EXERCISE PROMPT — Show, from the entries below, every line in which "highway" appears.

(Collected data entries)
——

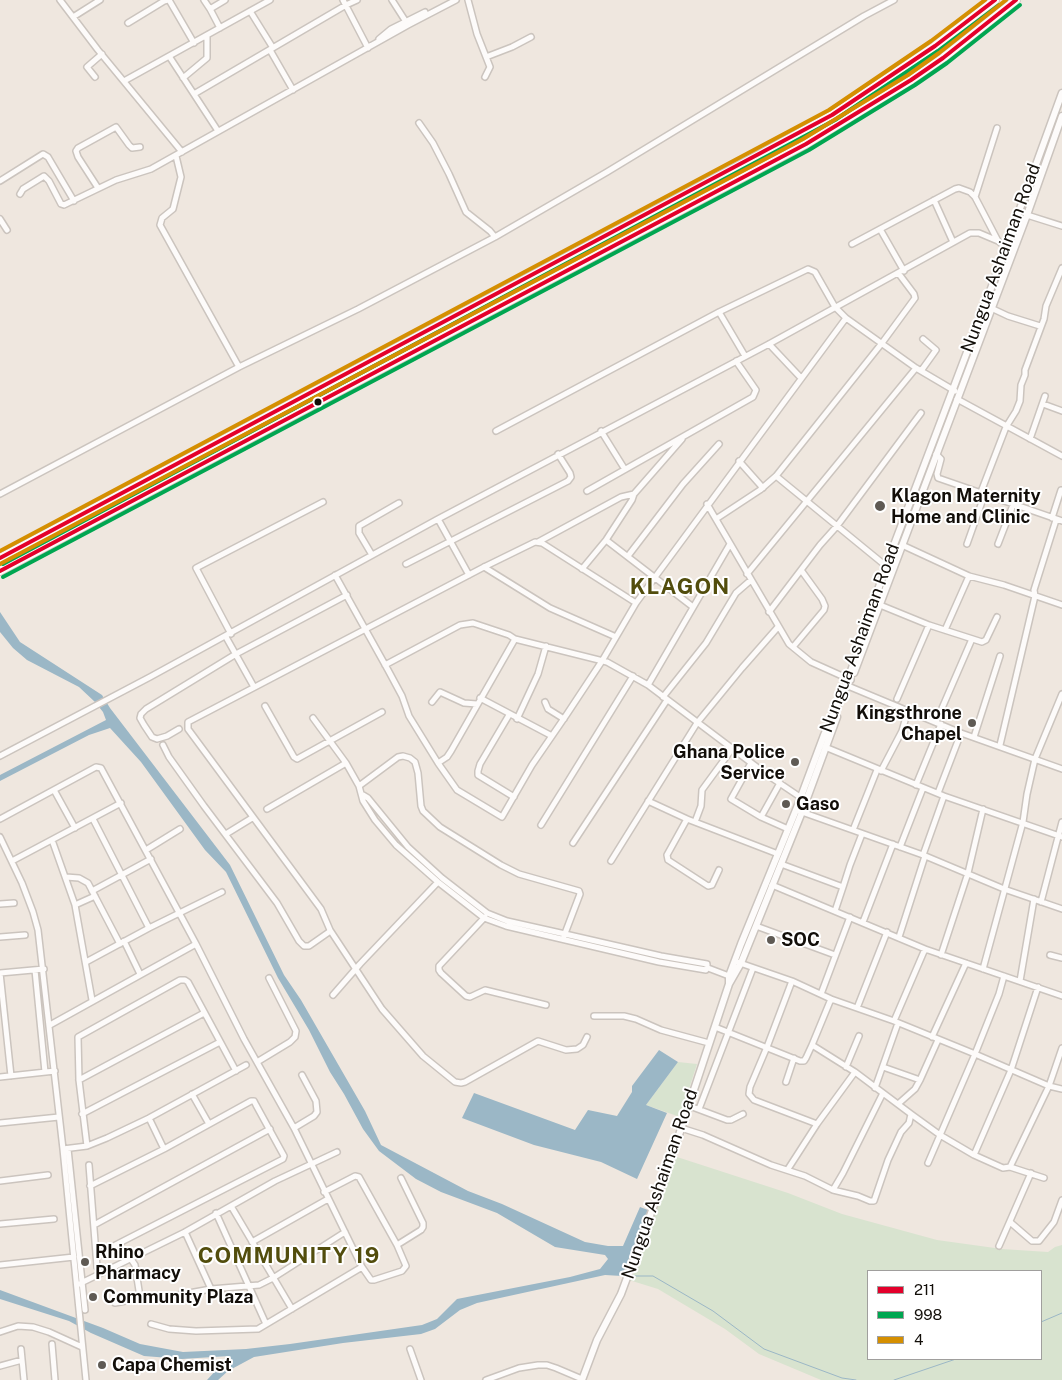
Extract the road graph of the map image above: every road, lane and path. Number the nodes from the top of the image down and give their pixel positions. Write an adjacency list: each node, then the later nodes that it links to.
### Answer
1 (60, 0): 18 (street)
2 (100, 0): 18 (street)
3 (166, 0): 19 (street); 24 (street)
4 (204, 0): 16 (street)
5 (225, 0): 16 (street)
6 (270, 0): 17 (street)
7 (357, 0): 14 (street)
8 (392, 0): 20 (street)
9 (456, 0): 20 (street)
10 (468, 0): 29 (street)
11 (894, 0): 57 (street)
12 (996, 0): 121 (highway)
13 (1016, 0): 127 (highway)
14 (344, 2): 25 (street); 26 (street)
15 (439, 5): 20 (street)
16 (210, 9): 21 (street)
17 (250, 11): 21 (street); 26 (street)
18 (72, 17): 27 (street)
19 (128, 23)
20 (407, 24): 25 (street)
21 (220, 28): 22 (street)
22 (207, 36): 24 (street); 32 (street)
23 (532, 37): 29 (street)
24 (194, 43): 28 (street)
25 (368, 48): 34 (street)
26 (272, 49): 34 (street); 36 (street)
27 (102, 54): 30 (street); 33 (street)
28 (169, 56): 32 (street); 33 (street)
29 (486, 57): 31 (street)
30 (95, 77)
31 (485, 77)
32 (183, 78): 36 (street)
33 (124, 81): 44 (street)
34 (293, 90): 42 (street)
35 (1062, 93): 37 (main road, Nungua Ashaiman Road)
36 (194, 94): 42 (street)
37 (1061, 101): 61 (main road, Nungua Ashaiman Road)
38 (1062, 116): 40 (main road, Nungua Ashaiman Road)
39 (418, 123): 57 (street)
40 (1060, 125): 52 (main road, Nungua Ashaiman Road)
41 (997, 128): 49 (street)
42 (218, 131): 44 (street)
43 (140, 147): 47 (street)
44 (182, 152): 45 (street)
45 (176, 156): 47 (street); 75 (street)
46 (0, 181): 51 (street)
47 (98, 188): 51 (street)
48 (20, 194): 51 (street)
49 (975, 197): 50 (street); 58 (street)
50 (934, 200): 55 (street); 59 (street)
51 (74, 201)
52 (1027, 215): 54 (street); 62 (main road, Nungua Ashaiman Road)
53 (0, 219): 56 (street)
54 (1062, 226)
55 (880, 229): 60 (street); 64 (street)
56 (7, 230)
57 (494, 237): 75 (street)
58 (998, 241): 59 (street); 61 (street)
59 (953, 242): 64 (street)
60 (852, 244)
61 (1006, 248): 62 (street); 79 (main road, Nungua Ashaiman Road)
62 (1013, 252): 66 (main road, Nungua Ashaiman Road)
63 (1062, 268): 69 (street)
64 (901, 272): 65 (street); 72 (street)
65 (835, 307): 67 (street); 68 (street); 71 (street)
66 (991, 308): 69 (street); 80 (main road, Nungua Ashaiman Road)
67 (719, 312): 73 (street); 86 (street)
68 (846, 318): 72 (street); 78 (street)
69 (1040, 326): 85 (street)
70 (923, 340): 77 (street)
71 (768, 344): 73 (street); 78 (street)
72 (882, 344): 76 (street); 96 (street)
73 (745, 356): 74 (street)
74 (736, 361): 87 (street); 88 (street)
75 (239, 367): 101 (street)
76 (916, 368): 77 (street); 103 (street)
77 (921, 372): 79 (street)
78 (801, 378): 94 (street)
79 (951, 390): 80 (street); 123 (main road, Nungua Ashaiman Road)
80 (958, 396): 85 (street); 92 (main road, Nungua Ashaiman Road)
81 (1045, 396): 82 (street)
82 (1043, 404): 83 (street); 89 (street)
83 (1062, 411)
84 (921, 413): 111 (street)
85 (1006, 427): 89 (street); 100 (street)
86 (496, 431)
87 (601, 431): 91 (street); 95 (street)
88 (685, 435): 95 (street); 102 (street)
89 (1030, 439): 93 (street)
90 (719, 444): 120 (street)
91 (558, 454): 108 (street); 112 (street)
92 (936, 454): 100 (street); 118 (main road, Nungua Ashaiman Road)
93 (1062, 456)
94 (739, 461): 97 (street); 106 (street)
95 (624, 468): 99 (street)
96 (776, 476): 97 (street); 103 (street)
97 (763, 488): 109 (street)
98 (1061, 490): 110 (street)
99 (587, 491)
100 (980, 492): 107 (street); 116 (street)
101 (0, 494)
102 (634, 494): 113 (street); 114 (street)
103 (806, 500): 111 (street); 128 (street)
104 (323, 502): 146 (street)
105 (398, 503): 119 (street)
106 (707, 504): 109 (street); 131 (street)
107 (1013, 505): 110 (street); 117 (street)
108 (438, 519): 112 (street); 119 (street)
109 (716, 519): 115 (street)
110 (1057, 520): 135 (street)
111 (837, 526): 123 (street); 126 (street)
112 (450, 540): 122 (street); 130 (street)
113 (606, 540): 120 (street); 125 (street)
114 (538, 542): 124 (street); 125 (street)
115 (730, 544): 128 (street); 139 (street)
116 (967, 544)
117 (998, 544)
118 (902, 545): 132 (street); 138 (main road, Nungua Ashaiman Road)
119 (372, 555): 129 (street)
120 (628, 556): 131 (street)
121 (0, 558)
122 (406, 564)
123 (886, 566): 157 (main road, Nungua Ashaiman Road)
124 (484, 567): 130 (street); 147 (street)
125 (582, 569): 136 (street)
126 (801, 570): 140 (street); 151 (street)
127 (0, 572)
128 (748, 574): 133 (street)
129 (335, 575): 134 (street); 146 (street)
130 (469, 575): 144 (street)
131 (655, 576): 136 (street); 139 (street)
132 (969, 576): 135 (street); 145 (street)
133 (751, 580): 140 (street); 162 (street)
134 (347, 595): 144 (street); 152 (street)
135 (1035, 596): 137 (street); 182 (street)
136 (636, 603): 147 (street)
137 (1062, 605)
138 (880, 606): 142 (street); 157 (main road, Nungua Ashaiman Road)
139 (693, 607): 158 (street)
140 (769, 612): 143 (street)
141 (997, 617): 149 (street)
142 (930, 625): 145 (street); 163 (street)
143 (778, 628): 151 (street); 175 (street)
144 (365, 629): 155 (street); 159 (street)
145 (945, 630): 149 (street)
146 (229, 635): 152 (street); 185 (street)
147 (616, 637): 154 (street)
148 (515, 639): 150 (street); 155 (street); 161 (street)
149 (972, 639): 174 (street)
150 (546, 646): 154 (street); 172 (street)
151 (793, 647): 157 (street)
152 (236, 654): 159 (street); 176 (street)
153 (1000, 656): 179 (street)
154 (602, 661): 156 (street); 173 (street)
155 (385, 665): 188 (street)
156 (633, 676): 158 (street); 215 (street)
157 (849, 682): 168 (street); 183 (main road, Nungua Ashaiman Road); 201 (main road, Nungua Ashaiman Road)
158 (648, 685): 162 (street)
159 (254, 687): 208 (street)
160 (1062, 694): 186 (street)
161 (480, 698): 166 (street); 170 (street)
162 (665, 698): 175 (street); 225 (street)
163 (897, 699)
164 (432, 702): 166 (street)
165 (545, 702): 173 (street)
166 (477, 704): 188 (street)
167 (265, 706): 180 (street)
168 (908, 710): 174 (street); 191 (street)
169 (382, 712): 180 (street)
170 (509, 715): 172 (street); 200 (street)
171 (313, 718): 180 (street)
172 (517, 718): 178 (street)
173 (564, 719): 178 (street)
174 (939, 723): 177 (street); 193 (street)
175 (697, 724): 184 (street); 202 (street)
176 (179, 729)
177 (962, 733): 179 (street); 197 (street)
178 (552, 736): 200 (street)
179 (974, 737): 182 (street)
180 (331, 741): 187 (street)
181 (163, 745): 220 (street)
182 (1000, 745): 186 (street)
183 (825, 747): 191 (street); 201 (main road, Nungua Ashaiman Road)
184 (732, 749): 189 (street); 212 (street)
185 (0, 756)
186 (1035, 759): 190 (street); 213 (street)
187 (346, 763): 194 (street); 204 (street)
188 (438, 763): 200 (street)
189 (751, 763): 192 (street); 207 (street)
190 (1062, 769)
191 (879, 770): 193 (street); 219 (street)
192 (780, 784): 201 (street); 207 (street)
193 (916, 785): 195 (street)
194 (359, 786): 198 (street); 262 (street)
195 (923, 788): 197 (street); 227 (street)
196 (54, 790): 203 (street); 209 (street); 216 (street)
197 (938, 793): 199 (street)
198 (363, 795): 239 (street); 253 (street)
199 (944, 796): 205 (street); 230 (street)
200 (514, 797)
201 (803, 799): 206 (main road, Nungua Ashaiman Road)
202 (648, 801): 211 (street); 233 (street)
203 (121, 803): 210 (street); 228 (street)
204 (267, 809)
205 (983, 809): 213 (street); 236 (street)
206 (799, 811): 218 (main road, Nungua Ashaiman Road); 219 (street); 234 (main road, Nungua Ashaiman Road)
207 (761, 816): 218 (street)
208 (252, 818): 220 (street); 258 (street)
209 (0, 819)
210 (93, 819): 216 (street); 237 (street)
211 (687, 819): 212 (street); 235 (street)
212 (695, 822): 229 (street)
213 (1023, 822): 222 (street); 242 (street)
214 (1062, 822): 222 (street)
215 (541, 825)
216 (75, 828): 224 (street)
217 (180, 829): 228 (street)
218 (788, 829): 229 (main road, Nungua Ashaiman Road)
219 (853, 830): 221 (street)
220 (226, 834): 258 (street)
221 (862, 834): 226 (street); 241 (street)
222 (1060, 836): 246 (street)
223 (0, 837): 232 (street)
224 (52, 840): 232 (street); 238 (street)
225 (573, 843)
226 (893, 844): 227 (street); 255 (street)
227 (900, 847): 230 (street)
228 (146, 850): 231 (street)
229 (778, 854): 272 (main road, Nungua Ashaiman Road)
230 (924, 855): 236 (street); 263 (street)
231 (151, 859): 237 (street); 252 (street)
232 (12, 861): 275 (street)
233 (611, 861)
234 (780, 864): 240 (main road, Nungua Ashaiman Road); 241 (street)
235 (719, 870)
236 (968, 874): 242 (street); 267 (street)
237 (122, 875): 244 (street); 257 (street)
238 (66, 877): 244 (street); 249 (street)
239 (438, 882): 253 (street); 276 (street)
240 (772, 885): 251 (street); 256 (main road, Nungua Ashaiman Road)
241 (843, 888): 251 (street)
242 (1004, 889): 245 (street); 277 (street)
243 (222, 892): 252 (street)
244 (93, 894): 249 (street); 264 (street)
245 (1034, 900): 246 (street); 285 (street)
246 (1041, 902): 250 (street)
247 (14, 903): 248 (street)
248 (0, 904)
249 (75, 906): 271 (street)
250 (1062, 909)
251 (836, 911): 254 (street)
252 (179, 912): 257 (street); 265 (street)
253 (486, 916): 262 (street); 293 (street)
254 (850, 917): 255 (street); 268 (street)
255 (863, 922): 259 (street)
256 (756, 926): 268 (street); 272 (main road, Nungua Ashaiman Road)
257 (149, 928): 264 (street)
258 (330, 930): 276 (street)
259 (888, 932): 263 (street); 294 (street)
260 (25, 935): 261 (street)
261 (0, 937)
262 (564, 937): 281 (street)
263 (900, 937): 266 (street)
264 (122, 942): 271 (street); 280 (street)
265 (196, 944): 280 (street); 311 (street)
266 (924, 949): 267 (street); 297 (street)
267 (941, 954): 273 (street)
268 (835, 955): 288 (street)
269 (1050, 955): 270 (street)
270 (1062, 958)
271 (86, 962): 292 (street)
272 (738, 962): 274 (street); 281 (main road, Nungua Ashaiman Road); 286 (main road, Nungua Ashaiman Road)
273 (966, 964): 277 (street); 303 (street)
274 (753, 968): 284 (street); 300 (street)
275 (44, 969): 278 (street); 298 (street)
276 (355, 969): 289 (street); 302 (street)
277 (983, 969): 282 (street)
278 (35, 970): 279 (street); 318 (street)
279 (0, 973): 321 (street)
280 (140, 974): 292 (street)
281 (730, 976): 286 (main road, Nungua Ashaiman Road)
282 (1004, 976): 285 (street); 309 (street)
283 (268, 978): 311 (street)
284 (792, 981): 288 (street); 307 (street)
285 (1020, 981): 287 (street)
286 (729, 984): 299 (main road, Nungua Ashaiman Road)
287 (1038, 987): 290 (street); 315 (street)
288 (821, 994): 291 (street)
289 (333, 995)
290 (1062, 996)
291 (831, 999): 294 (street); 306 (street)
292 (92, 1000): 298 (street)
293 (546, 1005)
294 (857, 1008): 297 (street)
295 (204, 1013): 304 (street); 323 (street); 323 (street)
296 (594, 1016): 305 (street)
297 (896, 1022): 303 (street); 314 (street)
298 (50, 1025): 316 (street)
299 (715, 1028): 300 (street); 305 (main road, Nungua Ashaiman Road)
300 (728, 1032): 307 (street); 333 (street)
301 (859, 1036): 313 (street)
302 (587, 1037)
303 (935, 1039): 309 (street); 324 (street)
304 (220, 1042): 317 (street); 334 (street)
305 (709, 1043): 332 (main road, Nungua Ashaiman Road)
306 (812, 1045): 310 (street); 313 (street)
307 (767, 1047): 310 (street); 341 (street)
308 (1062, 1048): 326 (street)
309 (975, 1054): 315 (street); 345 (street)
310 (794, 1058): 325 (street)
311 (257, 1062): 342 (street)
312 (246, 1066): 317 (street)
313 (846, 1067): 319 (street)
314 (883, 1067): 324 (street); 327 (street)
315 (1011, 1070): 326 (street); 350 (street)
316 (55, 1071): 318 (street); 337 (street)
317 (236, 1071): 330 (street)
318 (45, 1072): 321 (street)
319 (854, 1072): 327 (street); 341 (street)
320 (302, 1075): 342 (street)
321 (11, 1076): 322 (street)
322 (0, 1077)
323 (80, 1080): 334 (street)
324 (920, 1080): 331 (street)
325 (786, 1082)
326 (1049, 1086): 328 (street); 354 (street)
327 (876, 1088): 329 (street)
328 (1062, 1089)
329 (882, 1093): 331 (street); 362 (street)
330 (192, 1094): 338 (street); 340 (street)
331 (898, 1104): 336 (street)
332 (688, 1105): 333 (street); 343 (main road, Nungua Ashaiman Road)
333 (699, 1109): 335 (street)
334 (82, 1114): 346 (street)
335 (743, 1114)
336 (911, 1114): 345 (street); 362 (street)
337 (59, 1117): 339 (street); 347 (street)
338 (149, 1118): 346 (street); 348 (street)
339 (0, 1123)
340 (209, 1124): 344 (street); 348 (street)
341 (817, 1124): 355 (street)
342 (294, 1128): 353 (street)
343 (681, 1128): 355 (street); 401 (main road, Nungua Ashaiman Road)
344 (270, 1129): 371 (street); 377 (street)
345 (940, 1135): 350 (street); 351 (street)
346 (87, 1146): 347 (street)
347 (66, 1149): 378 (street); 384 (street)
348 (164, 1149): 361 (street)
349 (337, 1152): 353 (street)
350 (974, 1155): 354 (street)
351 (928, 1163)
352 (89, 1165): 361 (street)
353 (311, 1165): 363 (street); 366 (street)
354 (1010, 1166): 356 (street)
355 (788, 1169): 362 (street)
356 (1031, 1173): 359 (street); 369 (street)
357 (48, 1176): 360 (street)
358 (401, 1178): 375 (street)
359 (1044, 1178)
360 (0, 1181)
361 (90, 1186): 371 (street)
362 (833, 1190)
363 (324, 1192): 364 (street); 375 (street)
364 (328, 1199): 373 (street); 374 (street)
365 (1062, 1200): 369 (street)
366 (231, 1206): 367 (street); 374 (street)
367 (216, 1213): 372 (street); 385 (street)
368 (54, 1219): 370 (street)
369 (1010, 1222): 376 (street)
370 (0, 1224)
371 (94, 1224): 377 (street)
372 (185, 1232): 379 (street); 386 (street)
373 (345, 1232): 382 (street); 383 (street)
374 (252, 1242): 383 (street)
375 (397, 1245): 382 (street)
376 (999, 1246)
377 (96, 1255): 381 (street)
378 (74, 1257): 380 (street); 384 (street)
379 (131, 1259): 384 (street); 387 (street)
380 (0, 1265)
381 (97, 1267)
382 (362, 1267): 389 (street)
383 (273, 1278): 385 (street); 389 (street)
384 (80, 1284): 390 (street); 395 (street)
385 (249, 1286): 386 (street); 392 (street)
386 (211, 1289): 387 (street)
387 (141, 1298): 388 (street)
388 (115, 1303)
389 (292, 1309): 392 (street)
390 (86, 1310)
391 (151, 1324): 392 (street)
392 (266, 1324)
393 (0, 1332): 395 (street)
394 (52, 1344): 403 (street)
395 (82, 1347): 404 (street)
396 (21, 1349): 398 (street)
397 (410, 1349): 405 (street)
398 (22, 1360): 399 (street); 402 (street)
399 (0, 1366)
400 (501, 1377): 401 (street); 406 (street)
401 (582, 1379)
402 (24, 1380)
403 (55, 1380)
404 (86, 1380)
405 (421, 1380)
406 (486, 1380)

——

ANSWER TO THE PROBLEM —
12 (996, 0): 121 (highway)
13 (1016, 0): 127 (highway)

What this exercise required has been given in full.